As you can see, I tied a clothesline between two trees and attached the donuts (previously strung on pieces of yarn) to the clothesline. The donuts are hung at about mouth height of a five-year-old. The idea is that the kids stand with their hands behind their backs and whomever eats the donut fastest wins a prize. In actuality, all the participants got a prize because someone objected to giving a prize for eating quickly, as such slovenly manners shouldn't be encouraged. I am not making this up. Obviously, the yarn turned out to be too long, so we trimmed it so it wouldn't get in the way. Hope this clears up the confusion so that you, too, can have a donut eating race at your next party!


  1. I am still a bit confounded by the donuts with yarn. Did any of the kids eat the yarn?!

    1. The donuts, because they are filled with all sorts of preservatives, are very tender and fall apart very easily, so the kids can eat them off the yarn without a problem. This also made it kind of difficult string the yarn through the center hole. Yeah, the kids might get a little bit of fuzz in their mouths, but I'm sure it's not the worst thing they've ingested.

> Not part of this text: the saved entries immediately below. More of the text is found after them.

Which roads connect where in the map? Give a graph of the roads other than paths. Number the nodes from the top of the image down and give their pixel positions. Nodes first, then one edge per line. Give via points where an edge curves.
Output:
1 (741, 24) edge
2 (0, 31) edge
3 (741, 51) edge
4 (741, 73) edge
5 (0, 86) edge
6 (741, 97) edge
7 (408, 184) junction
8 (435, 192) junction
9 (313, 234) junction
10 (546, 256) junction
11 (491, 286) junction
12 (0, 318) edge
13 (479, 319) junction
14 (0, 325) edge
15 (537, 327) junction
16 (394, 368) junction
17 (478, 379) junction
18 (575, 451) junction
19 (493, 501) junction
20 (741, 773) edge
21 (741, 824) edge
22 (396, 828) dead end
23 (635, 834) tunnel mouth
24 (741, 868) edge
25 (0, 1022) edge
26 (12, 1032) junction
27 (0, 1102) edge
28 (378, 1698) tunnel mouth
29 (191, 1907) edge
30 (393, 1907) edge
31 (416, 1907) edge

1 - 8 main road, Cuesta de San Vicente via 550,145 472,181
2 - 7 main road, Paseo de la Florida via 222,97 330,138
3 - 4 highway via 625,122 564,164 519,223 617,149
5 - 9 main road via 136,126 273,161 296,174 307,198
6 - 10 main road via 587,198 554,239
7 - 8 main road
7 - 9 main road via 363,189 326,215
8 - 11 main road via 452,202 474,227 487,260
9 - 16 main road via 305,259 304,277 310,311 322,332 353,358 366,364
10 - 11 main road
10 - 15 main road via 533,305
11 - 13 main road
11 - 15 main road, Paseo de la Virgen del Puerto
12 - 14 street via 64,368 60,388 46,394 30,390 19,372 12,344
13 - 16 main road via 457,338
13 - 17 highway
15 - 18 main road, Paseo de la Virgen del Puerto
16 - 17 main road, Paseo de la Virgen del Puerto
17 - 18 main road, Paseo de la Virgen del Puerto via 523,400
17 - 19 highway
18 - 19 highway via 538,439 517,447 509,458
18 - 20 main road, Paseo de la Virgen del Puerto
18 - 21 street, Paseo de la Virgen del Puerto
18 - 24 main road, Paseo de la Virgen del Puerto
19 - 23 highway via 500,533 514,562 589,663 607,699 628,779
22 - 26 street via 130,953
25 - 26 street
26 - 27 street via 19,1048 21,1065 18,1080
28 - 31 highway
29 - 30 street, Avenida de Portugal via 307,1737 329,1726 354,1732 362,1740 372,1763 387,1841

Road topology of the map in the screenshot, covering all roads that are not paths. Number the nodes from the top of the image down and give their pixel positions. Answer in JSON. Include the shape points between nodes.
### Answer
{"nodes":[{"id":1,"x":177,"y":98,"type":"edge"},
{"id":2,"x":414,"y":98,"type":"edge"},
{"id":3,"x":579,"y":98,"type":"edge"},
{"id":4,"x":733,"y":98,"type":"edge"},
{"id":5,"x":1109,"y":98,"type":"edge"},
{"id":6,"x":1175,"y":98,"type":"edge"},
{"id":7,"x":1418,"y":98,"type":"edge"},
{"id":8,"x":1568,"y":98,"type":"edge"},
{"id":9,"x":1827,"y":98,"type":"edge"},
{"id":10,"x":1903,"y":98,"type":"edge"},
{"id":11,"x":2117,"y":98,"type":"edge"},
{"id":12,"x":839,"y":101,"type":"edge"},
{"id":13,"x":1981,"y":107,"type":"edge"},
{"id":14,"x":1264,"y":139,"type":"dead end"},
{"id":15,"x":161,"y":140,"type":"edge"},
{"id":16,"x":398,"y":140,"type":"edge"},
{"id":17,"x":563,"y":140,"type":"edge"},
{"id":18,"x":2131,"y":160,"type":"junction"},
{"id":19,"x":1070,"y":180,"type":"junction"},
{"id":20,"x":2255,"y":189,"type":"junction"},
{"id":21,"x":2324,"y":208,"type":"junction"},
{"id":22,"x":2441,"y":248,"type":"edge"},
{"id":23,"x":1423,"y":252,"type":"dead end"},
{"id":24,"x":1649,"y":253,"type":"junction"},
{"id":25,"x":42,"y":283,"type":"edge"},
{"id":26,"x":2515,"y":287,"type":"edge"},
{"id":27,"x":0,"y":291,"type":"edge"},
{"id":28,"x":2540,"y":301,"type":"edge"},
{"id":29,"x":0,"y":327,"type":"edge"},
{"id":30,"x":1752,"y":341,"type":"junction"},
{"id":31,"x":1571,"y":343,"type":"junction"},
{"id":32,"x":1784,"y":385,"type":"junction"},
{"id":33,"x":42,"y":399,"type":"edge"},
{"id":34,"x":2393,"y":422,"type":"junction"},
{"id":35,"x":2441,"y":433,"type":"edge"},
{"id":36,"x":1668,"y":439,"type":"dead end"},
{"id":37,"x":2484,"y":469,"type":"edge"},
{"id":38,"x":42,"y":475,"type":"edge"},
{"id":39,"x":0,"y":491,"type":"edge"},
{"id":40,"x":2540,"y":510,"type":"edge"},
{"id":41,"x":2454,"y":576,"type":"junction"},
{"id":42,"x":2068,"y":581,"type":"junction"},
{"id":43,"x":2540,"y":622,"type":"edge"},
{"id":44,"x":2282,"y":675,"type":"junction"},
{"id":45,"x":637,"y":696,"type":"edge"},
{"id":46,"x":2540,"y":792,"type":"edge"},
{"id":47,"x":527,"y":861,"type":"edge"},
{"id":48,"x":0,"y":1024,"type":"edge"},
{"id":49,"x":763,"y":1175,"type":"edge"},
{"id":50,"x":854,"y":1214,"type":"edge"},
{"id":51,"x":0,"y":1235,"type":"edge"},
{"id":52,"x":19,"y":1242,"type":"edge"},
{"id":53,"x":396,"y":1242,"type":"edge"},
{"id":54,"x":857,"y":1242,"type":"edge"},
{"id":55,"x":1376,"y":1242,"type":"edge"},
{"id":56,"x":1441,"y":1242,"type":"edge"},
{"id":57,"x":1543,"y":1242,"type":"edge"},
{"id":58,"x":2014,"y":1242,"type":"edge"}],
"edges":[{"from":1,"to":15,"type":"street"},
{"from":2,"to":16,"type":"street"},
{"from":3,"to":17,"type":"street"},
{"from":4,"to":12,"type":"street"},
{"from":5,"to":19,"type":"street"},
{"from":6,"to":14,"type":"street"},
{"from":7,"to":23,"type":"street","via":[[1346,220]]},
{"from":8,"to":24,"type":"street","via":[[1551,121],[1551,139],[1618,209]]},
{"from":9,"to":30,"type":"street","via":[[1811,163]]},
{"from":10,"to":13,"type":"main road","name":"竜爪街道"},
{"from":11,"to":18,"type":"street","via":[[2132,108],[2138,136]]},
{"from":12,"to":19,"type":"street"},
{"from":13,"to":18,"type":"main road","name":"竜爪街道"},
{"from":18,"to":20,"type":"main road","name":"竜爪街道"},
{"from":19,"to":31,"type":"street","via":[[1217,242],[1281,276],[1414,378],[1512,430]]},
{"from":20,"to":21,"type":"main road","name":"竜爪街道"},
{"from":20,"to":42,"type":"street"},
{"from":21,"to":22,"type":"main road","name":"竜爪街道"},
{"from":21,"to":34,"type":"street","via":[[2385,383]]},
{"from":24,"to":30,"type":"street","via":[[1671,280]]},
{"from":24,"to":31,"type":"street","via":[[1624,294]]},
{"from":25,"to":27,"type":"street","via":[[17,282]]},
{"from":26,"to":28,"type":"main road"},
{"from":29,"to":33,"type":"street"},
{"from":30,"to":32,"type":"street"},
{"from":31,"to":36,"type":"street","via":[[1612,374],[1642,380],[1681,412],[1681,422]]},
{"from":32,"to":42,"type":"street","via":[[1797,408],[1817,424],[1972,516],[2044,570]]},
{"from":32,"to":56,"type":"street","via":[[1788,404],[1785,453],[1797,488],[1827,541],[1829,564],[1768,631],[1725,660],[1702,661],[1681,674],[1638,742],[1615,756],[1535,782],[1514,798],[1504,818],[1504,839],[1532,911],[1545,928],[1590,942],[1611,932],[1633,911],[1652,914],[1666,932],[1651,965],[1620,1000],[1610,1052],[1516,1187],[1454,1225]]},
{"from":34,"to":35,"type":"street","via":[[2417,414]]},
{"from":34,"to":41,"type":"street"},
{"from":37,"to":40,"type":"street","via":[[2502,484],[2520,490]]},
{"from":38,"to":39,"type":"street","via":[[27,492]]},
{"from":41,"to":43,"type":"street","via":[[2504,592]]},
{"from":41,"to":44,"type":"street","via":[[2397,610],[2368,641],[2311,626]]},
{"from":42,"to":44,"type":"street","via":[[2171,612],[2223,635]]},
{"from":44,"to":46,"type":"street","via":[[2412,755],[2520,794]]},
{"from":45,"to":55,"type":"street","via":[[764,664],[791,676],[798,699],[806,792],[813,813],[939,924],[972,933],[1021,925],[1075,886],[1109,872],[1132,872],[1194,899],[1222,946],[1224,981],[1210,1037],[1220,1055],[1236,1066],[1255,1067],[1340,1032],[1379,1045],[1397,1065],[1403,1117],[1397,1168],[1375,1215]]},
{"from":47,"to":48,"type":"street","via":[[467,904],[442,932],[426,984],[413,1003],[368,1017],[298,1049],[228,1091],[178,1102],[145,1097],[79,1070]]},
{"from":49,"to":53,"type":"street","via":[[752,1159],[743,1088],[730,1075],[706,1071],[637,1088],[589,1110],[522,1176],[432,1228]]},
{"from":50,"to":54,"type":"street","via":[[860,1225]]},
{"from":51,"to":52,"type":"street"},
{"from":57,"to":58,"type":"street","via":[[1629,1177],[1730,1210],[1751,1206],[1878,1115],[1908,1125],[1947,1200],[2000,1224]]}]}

    2. Whose idea was it to string the donuts? do they have to bob for them or do tricks?? still a bit confused here ;)

    3. We were instructed to string the donuts by the person in charge of the festival. The donut bobbing is a race, pure and simple. I've updated with some additional instructions should you want to try this at N's next birthday party. I know he likes to keep things the same, but this might make an interesting addition to the festivities.

    4. ha ha ha ha ha. Next year is the big 4-0. So we are (gasp) changing it up. Not like the Ks but... maybe this is another perfect add.

  2. 1.) Kudos to you. This is one of the craziest things I've ever read and I can't imagine my mother doing anything like this for whatever purpose this pumpkin (to be auctioned??) is supposed to serve. Leave alone the donuts.

    2.) Can you even imagine Hands Across America succeeding in this day and age? I mean, would it not be derided as some sort of socialist plot today? Replete with cable talking heads going nuts about collectivism and the utter laziness of the hungry? Totally nuts.

    1. 1. Thank you. You would be shocked at the elaborate fundraising events that go on at public schools that are completely managed by unpaid parent volunteers. Our elementary school hosts an artist marketplace that requires literally thousands of hours of volunteer time to pull off. Sometime between the 1980s and the 2000s school fundraisers became crazy elaborate.

      2. Ha! I honestly didn't pay much attention to it when it was happening in '86, but reading about it on Wikipedia made me realize it didn't even have much of a point. It was supposed to show unity, but it raised money for a couple different charities? The 80s were big on grand charitable gimmicks - "We are the World" and "Do They Know it's Christmastime" and Farm Aid and Comic Relief. In the 2000s it's all celebrity telethons - Stand Up to Cancer, plus Hurricane Katrina, Hurricane Sandy, and the Boxing Day Tsunami all got celebrity telethons. I agree, though, HAA could never happen today.

  3. Just curious. Was there a donut bobbing board on Pinterest? If not, you should create one. I told you not to sign up for room parent. Hope you've learned your lesson. Just say "no" to the sign up sheet next year.

    1. I didn't even look for donut bobbing boards! I will have to check it out. Perhaps that's an untapped market and I can be the donut bobbing queen of Pinterest! You know, I said I didn't want to be a room parent, but the teacher called me and asked me to do it. It would have been really, really hard to say no.